#### Work to be completed:
All of the data below should come back exactly as written, minus its images.

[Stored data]

'''

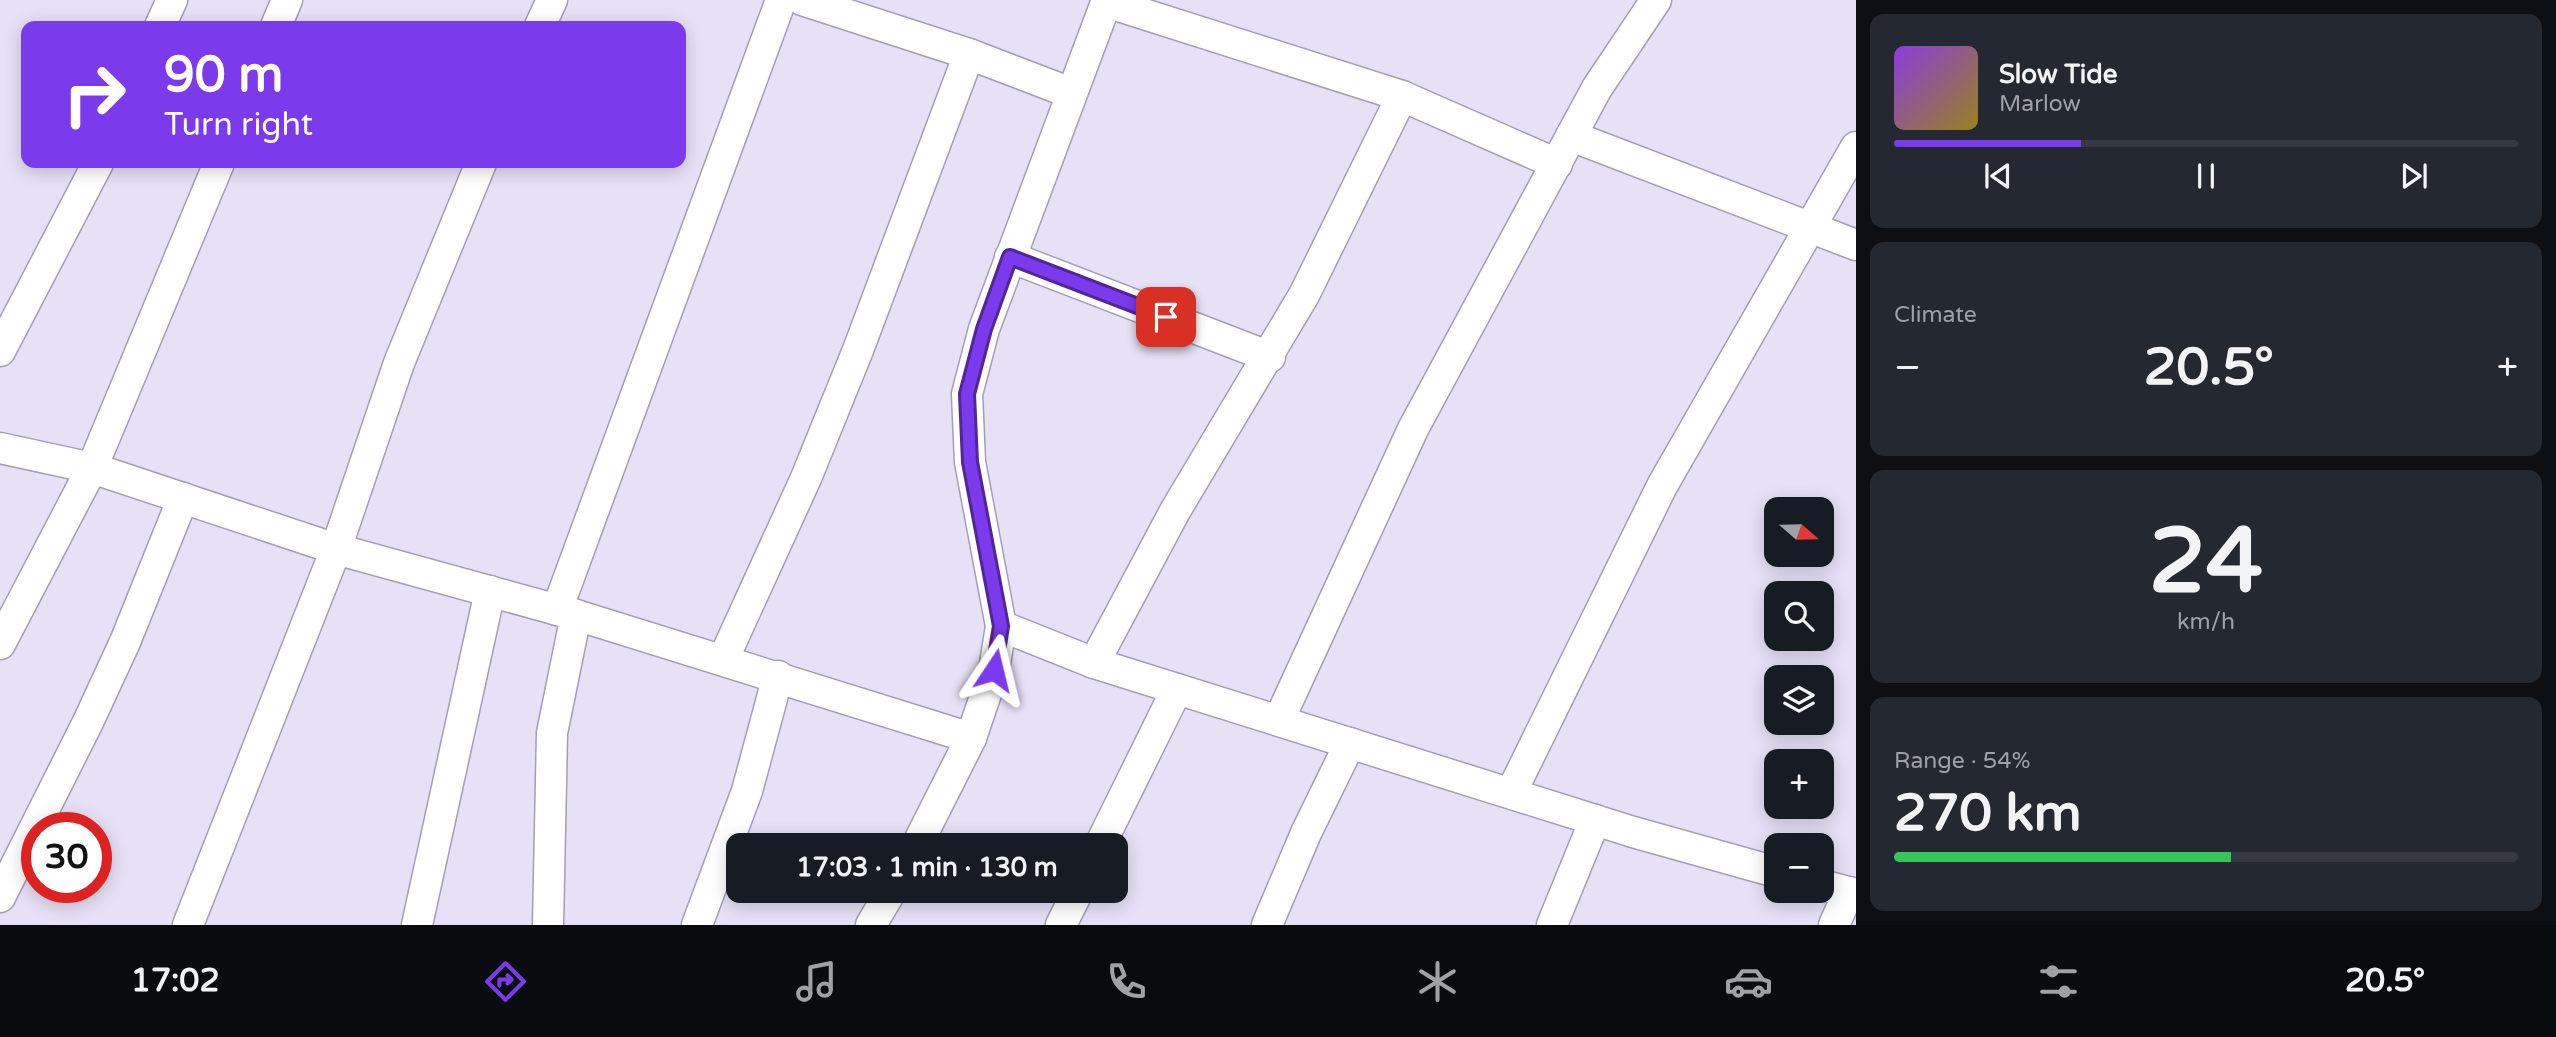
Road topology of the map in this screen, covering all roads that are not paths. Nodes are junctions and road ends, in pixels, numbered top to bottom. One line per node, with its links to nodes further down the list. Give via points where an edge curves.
1 (172, 0): 8 (street)
2 (287, 0): 9 (street)
3 (552, 0): 10 (street)
4 (780, 0): 30 (street)
5 (802, 0): 11 (street)
6 (1656, 0): 14 (street)
7 (1106, 1): 12 (street); 13 (street)
8 (162, 21)
9 (278, 21)
10 (542, 21)
11 (969, 54): 12 (street); 33 (street, via 858,351)
12 (1071, 93): 22 (street)
13 (1402, 96): 16 (street); 24 (street)
14 (1571, 136): 16 (street); 20 (street)
15 (1856, 147): 20 (street)
16 (1557, 164): 37 (street, via 1413,429)
17 (95, 168): 23 (street)
18 (217, 168): 26 (street)
19 (479, 168): 28 (street, via 400,363)
20 (1810, 228): 21 (street); 40 (street, via 1662,486)
21 (1856, 245)
22 (1010, 257): 24 (street); 31 (street, via 967,394 970,462)
23 (0, 351)
24 (1270, 358): 34 (street, via 1175,512)
25 (0, 448): 26 (street)
26 (92, 468): 27 (street); 32 (street)
27 (183, 498): 28 (street); 46 (street, via 89,722)
28 (336, 549): 29 (street); 49 (street)
29 (490, 592): 30 (street); 50 (street)
30 (567, 613): 33 (street); 51 (street, via 552,733)
31 (1001, 626): 34 (street); 38 (street, via 994,670)
32 (0, 644)
33 (723, 660): 35 (street)
34 (1094, 663): 36 (street)
35 (778, 676): 38 (street); 52 (street, via 743,802)
36 (1177, 689): 37 (street); 43 (street)
37 (1279, 720): 39 (street)
38 (971, 738): 42 (street)
39 (1350, 743): 40 (street); 55 (street)
40 (1511, 793): 41 (street)
41 (1595, 820): 44 (street); 56 (street)
42 (923, 833)
43 (1106, 833)
44 (1764, 869)
45 (1842, 891): 57 (street)
46 (0, 897)
47 (884, 903): 53 (street)
48 (1071, 903): 54 (street)
49 (188, 925)
50 (417, 925)
51 (548, 925)
52 (696, 925)
53 (872, 925)
54 (1060, 925)
55 (1267, 925)
56 (1552, 925)
57 (1834, 925)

'''

#### Answer section:
Road topology of the map in this screen, covering all roads that are not paths. Nodes are junctions and road ends, in pixels, numbered top to bottom. One line per node, with its links to nodes further down the list. Give via points where an edge curves.
1 (172, 0): 8 (street)
2 (287, 0): 9 (street)
3 (552, 0): 10 (street)
4 (780, 0): 30 (street)
5 (802, 0): 11 (street)
6 (1656, 0): 14 (street)
7 (1106, 1): 12 (street); 13 (street)
8 (162, 21)
9 (278, 21)
10 (542, 21)
11 (969, 54): 12 (street); 33 (street, via 858,351)
12 (1071, 93): 22 (street)
13 (1402, 96): 16 (street); 24 (street)
14 (1571, 136): 16 (street); 20 (street)
15 (1856, 147): 20 (street)
16 (1557, 164): 37 (street, via 1413,429)
17 (95, 168): 23 (street)
18 (217, 168): 26 (street)
19 (479, 168): 28 (street, via 400,363)
20 (1810, 228): 21 (street); 40 (street, via 1662,486)
21 (1856, 245)
22 (1010, 257): 24 (street); 31 (street, via 967,394 970,462)
23 (0, 351)
24 (1270, 358): 34 (street, via 1175,512)
25 (0, 448): 26 (street)
26 (92, 468): 27 (street); 32 (street)
27 (183, 498): 28 (street); 46 (street, via 89,722)
28 (336, 549): 29 (street); 49 (street)
29 (490, 592): 30 (street); 50 (street)
30 (567, 613): 33 (street); 51 (street, via 552,733)
31 (1001, 626): 34 (street); 38 (street, via 994,670)
32 (0, 644)
33 (723, 660): 35 (street)
34 (1094, 663): 36 (street)
35 (778, 676): 38 (street); 52 (street, via 743,802)
36 (1177, 689): 37 (street); 43 (street)
37 (1279, 720): 39 (street)
38 (971, 738): 42 (street)
39 (1350, 743): 40 (street); 55 (street)
40 (1511, 793): 41 (street)
41 (1595, 820): 44 (street); 56 (street)
42 (923, 833)
43 (1106, 833)
44 (1764, 869)
45 (1842, 891): 57 (street)
46 (0, 897)
47 (884, 903): 53 (street)
48 (1071, 903): 54 (street)
49 (188, 925)
50 (417, 925)
51 (548, 925)
52 (696, 925)
53 (872, 925)
54 (1060, 925)
55 (1267, 925)
56 (1552, 925)
57 (1834, 925)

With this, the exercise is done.